┌────────

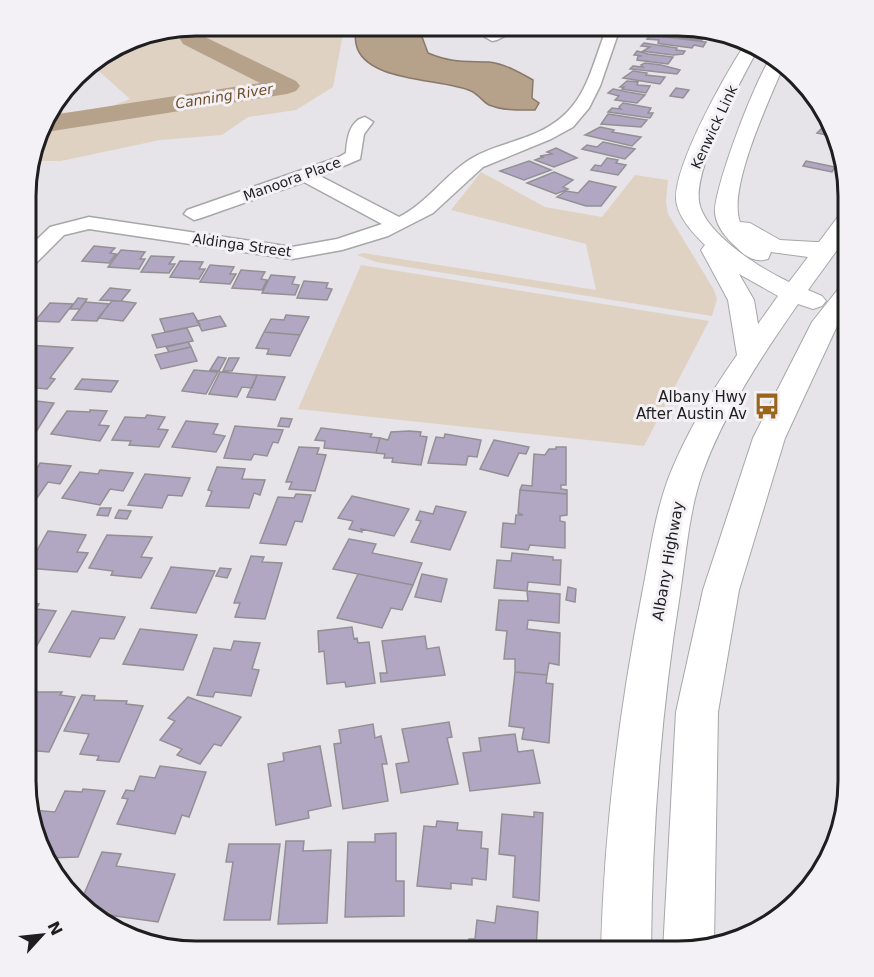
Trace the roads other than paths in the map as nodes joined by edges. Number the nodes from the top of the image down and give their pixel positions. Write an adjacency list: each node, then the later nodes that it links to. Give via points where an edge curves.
1 (615, 36): 9 (street, Aldinga Street, via 575,116 556,130 472,166 423,211)
2 (748, 52): 6 (highway, Kenwick Link, via 692,174 687,199)
3 (774, 69): 8 (highway, via 732,175)
4 (365, 122): 5 (street, Manoora Place, via 356,134 354,156)
5 (305, 175): 7 (street, Manoora Place); 9 (street)
6 (690, 213): 13 (highway, via 724,251 762,279); 16 (highway, via 741,300)
7 (194, 214)
8 (726, 214): 11 (highway, via 765,243 798,250); 13 (highway, via 731,227)
9 (397, 224): 12 (street, Aldinga Street, via 325,249 292,253 102,224 70,226)
10 (838, 233): 11 (highway, Albany Highway)
11 (827, 248): 13 (highway, Albany Highway)
12 (36, 251)
13 (799, 286): 14 (highway); 16 (highway, Albany Highway)
14 (838, 311)
15 (838, 316): 18 (highway, via 769,438 721,590 694,742)
16 (750, 354): 17 (highway, Albany Highway, via 701,440 681,488 637,754)
17 (626, 941)
18 (688, 941)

└────────

▸ **Exercise description**
In the printed copy, the material above must appear unchanged and without its pictures.

▸ **Task answer**
Trace the roads other than paths in the map as nodes joined by edges. Number the nodes from the top of the image down and give their pixel positions. Write an adjacency list: each node, then the later nodes that it links to. Give via points where an edge curves.
1 (615, 36): 9 (street, Aldinga Street, via 575,116 556,130 472,166 423,211)
2 (748, 52): 6 (highway, Kenwick Link, via 692,174 687,199)
3 (774, 69): 8 (highway, via 732,175)
4 (365, 122): 5 (street, Manoora Place, via 356,134 354,156)
5 (305, 175): 7 (street, Manoora Place); 9 (street)
6 (690, 213): 13 (highway, via 724,251 762,279); 16 (highway, via 741,300)
7 (194, 214)
8 (726, 214): 11 (highway, via 765,243 798,250); 13 (highway, via 731,227)
9 (397, 224): 12 (street, Aldinga Street, via 325,249 292,253 102,224 70,226)
10 (838, 233): 11 (highway, Albany Highway)
11 (827, 248): 13 (highway, Albany Highway)
12 (36, 251)
13 (799, 286): 14 (highway); 16 (highway, Albany Highway)
14 (838, 311)
15 (838, 316): 18 (highway, via 769,438 721,590 694,742)
16 (750, 354): 17 (highway, Albany Highway, via 701,440 681,488 637,754)
17 (626, 941)
18 (688, 941)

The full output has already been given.